Following Brazil's condemnation by the Organization of American States for its inaction and tolerance of violence against women, the Maria da Penha Law was approved in August 2006, after pressure from feminist and human rights movements. This law defines domestic and family violence against women as "any action or omission based on gender that causes death, injury, physical, sexual or psychological suffering, and moral or patrimonial damage." It also established mechanisms to combat domestic and family violence against women, such as emergency protective measures, the creation of Domestic and Family Violence Courts with civil and criminal jurisdiction, the prohibition of pecuniary penalties, and the stipulation that women cannot waive their right to file a complaint. By the law itself, the protection offered is independent of sexual orientation.

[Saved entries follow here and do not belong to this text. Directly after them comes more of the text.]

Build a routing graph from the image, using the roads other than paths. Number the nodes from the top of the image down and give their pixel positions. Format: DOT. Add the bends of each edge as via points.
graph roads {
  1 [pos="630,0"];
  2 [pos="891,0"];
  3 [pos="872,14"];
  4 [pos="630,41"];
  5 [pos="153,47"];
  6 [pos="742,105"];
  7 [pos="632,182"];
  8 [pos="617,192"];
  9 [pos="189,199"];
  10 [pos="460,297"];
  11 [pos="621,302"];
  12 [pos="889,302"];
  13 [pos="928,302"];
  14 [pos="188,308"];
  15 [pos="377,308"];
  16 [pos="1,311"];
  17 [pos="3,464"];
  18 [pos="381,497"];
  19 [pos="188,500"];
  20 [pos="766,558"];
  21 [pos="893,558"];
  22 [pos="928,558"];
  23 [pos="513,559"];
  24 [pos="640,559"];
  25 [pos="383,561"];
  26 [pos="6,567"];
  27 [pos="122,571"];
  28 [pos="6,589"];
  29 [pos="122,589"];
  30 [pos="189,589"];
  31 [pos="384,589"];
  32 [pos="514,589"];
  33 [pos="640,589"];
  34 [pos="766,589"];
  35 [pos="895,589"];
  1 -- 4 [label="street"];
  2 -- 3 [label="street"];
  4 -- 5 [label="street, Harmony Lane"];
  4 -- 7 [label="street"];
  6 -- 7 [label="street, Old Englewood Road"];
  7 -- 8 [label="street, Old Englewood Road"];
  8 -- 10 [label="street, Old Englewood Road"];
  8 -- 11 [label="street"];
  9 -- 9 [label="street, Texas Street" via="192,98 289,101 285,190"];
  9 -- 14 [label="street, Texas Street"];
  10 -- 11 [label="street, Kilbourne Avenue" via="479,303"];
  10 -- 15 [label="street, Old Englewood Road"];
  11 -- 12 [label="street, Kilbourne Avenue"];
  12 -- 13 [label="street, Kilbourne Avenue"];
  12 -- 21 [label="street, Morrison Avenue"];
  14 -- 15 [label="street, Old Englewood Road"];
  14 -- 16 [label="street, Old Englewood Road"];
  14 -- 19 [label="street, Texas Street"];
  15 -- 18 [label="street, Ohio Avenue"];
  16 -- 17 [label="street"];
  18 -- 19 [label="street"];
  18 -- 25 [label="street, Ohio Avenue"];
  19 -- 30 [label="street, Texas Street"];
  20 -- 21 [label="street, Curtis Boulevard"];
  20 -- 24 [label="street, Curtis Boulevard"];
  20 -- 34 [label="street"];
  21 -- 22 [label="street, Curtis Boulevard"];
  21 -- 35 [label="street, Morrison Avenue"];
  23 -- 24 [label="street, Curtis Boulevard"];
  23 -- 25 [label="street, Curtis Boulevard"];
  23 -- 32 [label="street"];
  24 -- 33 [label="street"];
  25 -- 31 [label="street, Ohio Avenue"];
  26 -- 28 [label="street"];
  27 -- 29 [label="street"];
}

Law No. 13.104, which included the aggravating circumstance of femicide in the Brazilian Penal Code, was published on 9 March 2015. Femicide is a crime foreseen in the Brazilian Penal Code when committed "against a woman for reasons of her gender." Paragraph 2-A of Article 121 stipulates that there are reasons related to gender when the crime involves domestic and family violence and contempt or discrimination against women.

On 28 April 2026, the Brazilian Federal Senate approved, in a vote without a roll call, the creation of the National Registry of Persons Convicted of Violence Against Women.